:: Data extracts ::

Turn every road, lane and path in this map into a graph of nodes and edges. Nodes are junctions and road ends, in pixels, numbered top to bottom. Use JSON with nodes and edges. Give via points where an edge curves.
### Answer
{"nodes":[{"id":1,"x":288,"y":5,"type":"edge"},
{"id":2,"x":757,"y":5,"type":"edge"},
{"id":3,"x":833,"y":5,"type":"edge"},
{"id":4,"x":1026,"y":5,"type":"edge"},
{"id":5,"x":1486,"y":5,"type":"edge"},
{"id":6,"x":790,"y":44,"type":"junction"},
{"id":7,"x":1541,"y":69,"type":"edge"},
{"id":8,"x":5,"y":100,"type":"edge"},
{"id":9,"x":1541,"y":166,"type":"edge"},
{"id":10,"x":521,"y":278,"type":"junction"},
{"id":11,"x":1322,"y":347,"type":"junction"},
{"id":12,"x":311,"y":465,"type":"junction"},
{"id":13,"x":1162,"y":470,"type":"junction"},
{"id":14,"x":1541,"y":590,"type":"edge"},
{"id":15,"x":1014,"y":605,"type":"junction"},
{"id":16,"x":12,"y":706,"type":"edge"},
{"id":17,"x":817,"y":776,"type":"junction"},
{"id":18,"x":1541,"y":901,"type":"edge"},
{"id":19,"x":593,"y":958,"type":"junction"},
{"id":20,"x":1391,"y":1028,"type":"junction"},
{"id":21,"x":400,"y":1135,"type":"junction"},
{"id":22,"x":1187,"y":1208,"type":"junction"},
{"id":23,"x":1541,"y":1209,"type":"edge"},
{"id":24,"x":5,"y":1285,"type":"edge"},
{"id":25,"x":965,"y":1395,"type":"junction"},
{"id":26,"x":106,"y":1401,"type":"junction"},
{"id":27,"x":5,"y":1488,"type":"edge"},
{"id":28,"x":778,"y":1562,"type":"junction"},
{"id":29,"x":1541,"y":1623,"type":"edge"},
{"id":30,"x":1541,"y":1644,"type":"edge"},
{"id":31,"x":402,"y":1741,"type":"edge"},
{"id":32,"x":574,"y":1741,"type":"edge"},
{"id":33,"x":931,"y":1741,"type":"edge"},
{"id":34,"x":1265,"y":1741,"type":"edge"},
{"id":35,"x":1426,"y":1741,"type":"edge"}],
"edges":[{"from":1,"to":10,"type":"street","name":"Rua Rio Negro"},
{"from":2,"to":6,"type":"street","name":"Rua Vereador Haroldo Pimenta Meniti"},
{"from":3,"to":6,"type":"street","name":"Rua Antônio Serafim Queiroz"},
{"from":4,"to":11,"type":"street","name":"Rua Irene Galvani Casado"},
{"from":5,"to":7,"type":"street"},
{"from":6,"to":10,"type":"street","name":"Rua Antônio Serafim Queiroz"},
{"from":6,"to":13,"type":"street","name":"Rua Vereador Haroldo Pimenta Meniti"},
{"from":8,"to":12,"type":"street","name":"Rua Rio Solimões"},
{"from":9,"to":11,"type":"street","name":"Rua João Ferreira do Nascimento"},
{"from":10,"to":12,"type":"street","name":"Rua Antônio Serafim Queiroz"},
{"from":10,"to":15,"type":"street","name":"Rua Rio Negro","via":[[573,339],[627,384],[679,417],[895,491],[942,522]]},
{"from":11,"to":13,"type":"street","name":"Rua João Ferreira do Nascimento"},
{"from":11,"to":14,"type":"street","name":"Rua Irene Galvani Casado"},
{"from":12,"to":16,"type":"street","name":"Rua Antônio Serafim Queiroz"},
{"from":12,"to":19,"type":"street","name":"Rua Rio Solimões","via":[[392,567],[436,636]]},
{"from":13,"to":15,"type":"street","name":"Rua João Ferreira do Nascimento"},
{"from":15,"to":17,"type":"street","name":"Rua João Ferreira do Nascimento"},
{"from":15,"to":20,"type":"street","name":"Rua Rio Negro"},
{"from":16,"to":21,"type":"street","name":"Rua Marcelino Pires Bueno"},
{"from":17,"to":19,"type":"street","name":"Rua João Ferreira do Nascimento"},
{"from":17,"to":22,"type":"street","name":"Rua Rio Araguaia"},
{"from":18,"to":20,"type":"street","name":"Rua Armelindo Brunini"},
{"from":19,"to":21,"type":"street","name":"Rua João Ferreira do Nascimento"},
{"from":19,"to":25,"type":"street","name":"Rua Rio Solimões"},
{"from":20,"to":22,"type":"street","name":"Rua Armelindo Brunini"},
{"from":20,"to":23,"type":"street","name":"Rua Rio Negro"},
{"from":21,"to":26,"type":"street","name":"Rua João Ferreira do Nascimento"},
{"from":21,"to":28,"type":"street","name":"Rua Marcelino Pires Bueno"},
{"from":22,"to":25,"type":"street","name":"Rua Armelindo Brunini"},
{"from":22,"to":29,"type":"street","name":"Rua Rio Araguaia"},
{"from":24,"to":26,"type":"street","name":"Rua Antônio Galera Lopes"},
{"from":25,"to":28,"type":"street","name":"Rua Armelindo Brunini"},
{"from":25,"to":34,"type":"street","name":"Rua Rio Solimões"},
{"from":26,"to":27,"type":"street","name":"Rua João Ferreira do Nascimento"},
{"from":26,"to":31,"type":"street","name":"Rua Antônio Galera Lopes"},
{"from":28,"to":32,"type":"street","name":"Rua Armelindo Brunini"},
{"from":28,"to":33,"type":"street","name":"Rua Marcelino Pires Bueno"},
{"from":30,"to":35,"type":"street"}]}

:::

→ Assignment
The records need to be reproduced in their entirety, word for word.

→ Exercise response
Turn every road, lane and path in this map into a graph of nodes and edges. Nodes are junctions and road ends, in pixels, numbered top to bottom. Use JSON with nodes and edges. Give via points where an edge curves.
### Answer
{"nodes":[{"id":1,"x":288,"y":5,"type":"edge"},
{"id":2,"x":757,"y":5,"type":"edge"},
{"id":3,"x":833,"y":5,"type":"edge"},
{"id":4,"x":1026,"y":5,"type":"edge"},
{"id":5,"x":1486,"y":5,"type":"edge"},
{"id":6,"x":790,"y":44,"type":"junction"},
{"id":7,"x":1541,"y":69,"type":"edge"},
{"id":8,"x":5,"y":100,"type":"edge"},
{"id":9,"x":1541,"y":166,"type":"edge"},
{"id":10,"x":521,"y":278,"type":"junction"},
{"id":11,"x":1322,"y":347,"type":"junction"},
{"id":12,"x":311,"y":465,"type":"junction"},
{"id":13,"x":1162,"y":470,"type":"junction"},
{"id":14,"x":1541,"y":590,"type":"edge"},
{"id":15,"x":1014,"y":605,"type":"junction"},
{"id":16,"x":12,"y":706,"type":"edge"},
{"id":17,"x":817,"y":776,"type":"junction"},
{"id":18,"x":1541,"y":901,"type":"edge"},
{"id":19,"x":593,"y":958,"type":"junction"},
{"id":20,"x":1391,"y":1028,"type":"junction"},
{"id":21,"x":400,"y":1135,"type":"junction"},
{"id":22,"x":1187,"y":1208,"type":"junction"},
{"id":23,"x":1541,"y":1209,"type":"edge"},
{"id":24,"x":5,"y":1285,"type":"edge"},
{"id":25,"x":965,"y":1395,"type":"junction"},
{"id":26,"x":106,"y":1401,"type":"junction"},
{"id":27,"x":5,"y":1488,"type":"edge"},
{"id":28,"x":778,"y":1562,"type":"junction"},
{"id":29,"x":1541,"y":1623,"type":"edge"},
{"id":30,"x":1541,"y":1644,"type":"edge"},
{"id":31,"x":402,"y":1741,"type":"edge"},
{"id":32,"x":574,"y":1741,"type":"edge"},
{"id":33,"x":931,"y":1741,"type":"edge"},
{"id":34,"x":1265,"y":1741,"type":"edge"},
{"id":35,"x":1426,"y":1741,"type":"edge"}],
"edges":[{"from":1,"to":10,"type":"street","name":"Rua Rio Negro"},
{"from":2,"to":6,"type":"street","name":"Rua Vereador Haroldo Pimenta Meniti"},
{"from":3,"to":6,"type":"street","name":"Rua Antônio Serafim Queiroz"},
{"from":4,"to":11,"type":"street","name":"Rua Irene Galvani Casado"},
{"from":5,"to":7,"type":"street"},
{"from":6,"to":10,"type":"street","name":"Rua Antônio Serafim Queiroz"},
{"from":6,"to":13,"type":"street","name":"Rua Vereador Haroldo Pimenta Meniti"},
{"from":8,"to":12,"type":"street","name":"Rua Rio Solimões"},
{"from":9,"to":11,"type":"street","name":"Rua João Ferreira do Nascimento"},
{"from":10,"to":12,"type":"street","name":"Rua Antônio Serafim Queiroz"},
{"from":10,"to":15,"type":"street","name":"Rua Rio Negro","via":[[573,339],[627,384],[679,417],[895,491],[942,522]]},
{"from":11,"to":13,"type":"street","name":"Rua João Ferreira do Nascimento"},
{"from":11,"to":14,"type":"street","name":"Rua Irene Galvani Casado"},
{"from":12,"to":16,"type":"street","name":"Rua Antônio Serafim Queiroz"},
{"from":12,"to":19,"type":"street","name":"Rua Rio Solimões","via":[[392,567],[436,636]]},
{"from":13,"to":15,"type":"street","name":"Rua João Ferreira do Nascimento"},
{"from":15,"to":17,"type":"street","name":"Rua João Ferreira do Nascimento"},
{"from":15,"to":20,"type":"street","name":"Rua Rio Negro"},
{"from":16,"to":21,"type":"street","name":"Rua Marcelino Pires Bueno"},
{"from":17,"to":19,"type":"street","name":"Rua João Ferreira do Nascimento"},
{"from":17,"to":22,"type":"street","name":"Rua Rio Araguaia"},
{"from":18,"to":20,"type":"street","name":"Rua Armelindo Brunini"},
{"from":19,"to":21,"type":"street","name":"Rua João Ferreira do Nascimento"},
{"from":19,"to":25,"type":"street","name":"Rua Rio Solimões"},
{"from":20,"to":22,"type":"street","name":"Rua Armelindo Brunini"},
{"from":20,"to":23,"type":"street","name":"Rua Rio Negro"},
{"from":21,"to":26,"type":"street","name":"Rua João Ferreira do Nascimento"},
{"from":21,"to":28,"type":"street","name":"Rua Marcelino Pires Bueno"},
{"from":22,"to":25,"type":"street","name":"Rua Armelindo Brunini"},
{"from":22,"to":29,"type":"street","name":"Rua Rio Araguaia"},
{"from":24,"to":26,"type":"street","name":"Rua Antônio Galera Lopes"},
{"from":25,"to":28,"type":"street","name":"Rua Armelindo Brunini"},
{"from":25,"to":34,"type":"street","name":"Rua Rio Solimões"},
{"from":26,"to":27,"type":"street","name":"Rua João Ferreira do Nascimento"},
{"from":26,"to":31,"type":"street","name":"Rua Antônio Galera Lopes"},
{"from":28,"to":32,"type":"street","name":"Rua Armelindo Brunini"},
{"from":28,"to":33,"type":"street","name":"Rua Marcelino Pires Bueno"},
{"from":30,"to":35,"type":"street"}]}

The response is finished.